Senior management needs to periodically review and “maintain the pulse” of the following areas:
- Borrower and loan risk rating process
- Exception and loan covenant tracking
- Portfolio risk analysis and reporting
- Procedures and policies
How is this accomplished? Data, data, data. The philosophical assertion, “Data leads to information, information leads to knowledge” is as true as ever for today’s financial institutions. The difficulties start when trying to design the necessary processes and procedures to collect the right data and to identify the correct technologies to implement and support those processes.
Start From the Top
The business and analytical needs must drive the risk-management framework; the reports, models and data. Too often this process gets turned around, and financial institution reports and analytical models get driven—not by the desired output—but by the data available. Financial institutions need to answer the following questions in order when developing risk management systems:
- What are the necessary risk management decisions?
- What information and reports are needed to inform my decisions?
- How do I measure the risk parameters that flow into my reporting?
- What data do I need to collect to perform my risk measurements?
Far too often, financial institutions try to develop risk management systems based on information that they already collect and store in an easily accessible format. A top-down review of risk management needs will allow for the identification of shortcomings.
The need to capture the data for good risk analysis will drive day-to-day financial institution procedures and operations. As an example, loan to value is a crucial risk factor in commercial real estate lending. For most institutions, the host system does not capture collateral-level data. For this data to be available for risk analysis, someone along the line must enter this data into a separate database for it to be available for risk analysis and reporting.
Bottom-Up Data Flow
Once the top-down risk-management framework is in place, the risk-management execution requires a bottom-up data flow. Risk assessments at the borrower and loan level are aggregated to the entire portfolio.
This requires consistent application of policies and procedures across the entire organization. Well-designed and implemented technology solutions will provide the mechanisms to enforce consistency and reinforce a common risk management culture.
Borrower and loan risk ratings need consistent application for risk ratings to be useful.
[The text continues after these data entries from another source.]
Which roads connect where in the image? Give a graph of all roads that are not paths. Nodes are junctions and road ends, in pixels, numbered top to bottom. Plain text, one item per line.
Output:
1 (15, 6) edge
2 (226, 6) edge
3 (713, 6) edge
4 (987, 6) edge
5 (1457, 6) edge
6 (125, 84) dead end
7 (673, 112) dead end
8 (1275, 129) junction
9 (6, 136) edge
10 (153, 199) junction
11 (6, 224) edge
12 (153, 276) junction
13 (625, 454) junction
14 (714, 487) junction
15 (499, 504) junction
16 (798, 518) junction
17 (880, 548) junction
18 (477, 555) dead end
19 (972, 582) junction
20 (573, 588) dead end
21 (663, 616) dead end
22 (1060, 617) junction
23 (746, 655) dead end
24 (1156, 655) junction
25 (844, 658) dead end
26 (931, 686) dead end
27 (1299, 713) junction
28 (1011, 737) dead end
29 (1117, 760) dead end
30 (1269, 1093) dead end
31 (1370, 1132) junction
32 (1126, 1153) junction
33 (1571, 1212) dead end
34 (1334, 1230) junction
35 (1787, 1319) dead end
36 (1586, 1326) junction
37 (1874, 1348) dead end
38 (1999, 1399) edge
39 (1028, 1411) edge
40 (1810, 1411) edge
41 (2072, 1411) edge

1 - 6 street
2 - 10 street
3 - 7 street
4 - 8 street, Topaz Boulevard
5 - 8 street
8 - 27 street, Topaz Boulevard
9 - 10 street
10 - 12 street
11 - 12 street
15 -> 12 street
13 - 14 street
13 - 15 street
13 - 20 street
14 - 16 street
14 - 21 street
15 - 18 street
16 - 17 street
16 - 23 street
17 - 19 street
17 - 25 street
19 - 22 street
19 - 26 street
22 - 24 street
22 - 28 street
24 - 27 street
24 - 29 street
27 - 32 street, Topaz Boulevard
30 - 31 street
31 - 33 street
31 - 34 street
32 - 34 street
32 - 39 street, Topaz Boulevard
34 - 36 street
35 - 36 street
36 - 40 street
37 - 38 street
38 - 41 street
By capturing relevant data, the financial institution can develop objective models that minimize “judgment call” ratings that, historically, do not reflect the probability of default as accurately as necessary. The best practice is to develop a dual rating system that separates borrower ratings and loan ratings. This allows for identifying borrower-specific and loan-specific risk factors and leads to more granular analysis.
Objective risk rating models are easy to refine in changing conditions, whereas retraining personnel to adjust their habits and practices in applying judgmental models usually leads to a period of inconsistency, as financial institution staff become accustomed to the new thinking. Periodic reviews should be done by dedicated audit staff. Their guidance reinforces consistent risk rating practices across the organization.
Exception and Loan Covenant Tracking
Most institutions do not have systems that automatically track exceptions and covenants. Rather, this is a manual (i.e., time consuming, expensive and error-prone) process, where a person reviews a paper file and transcribes his findings into a spreadsheet that is later merged into a report from the host. A well-designed technology solution will automate this process, with the relationship and loan level data available to the portfolio analysis solution. This saves on the time, expense and errors inherent in a manual process.
Once the appropriate processes and systems are in place to gather data for risk management purposes, the next step is put that data to use. An important aspect in portfolio monitoring that is frequently overlooked is having the ability to compare data month over month or quarter over quarter to identify trends in the portfolio performance. Looking only at month-end data cannot provide the same level of management oversight as reviewing an entire year’s worth of data side by side. Data integrity is a key challenge when it comes to portfolio reporting; transferring data each month into a spreadsheet for reporting is no longer a best practice.
Senior management must understand their financial institution’s risk management framework and systems, and they must be prepared to adjust their practices as conditions change. Successful implementation of such a framework requires:
- A consistent understanding among staff of the financial institution’s risk management principles and practices.
- Robust and flexible technology systems that gather the relevant data and allow the financial institution to adjust risk-management practices as needed.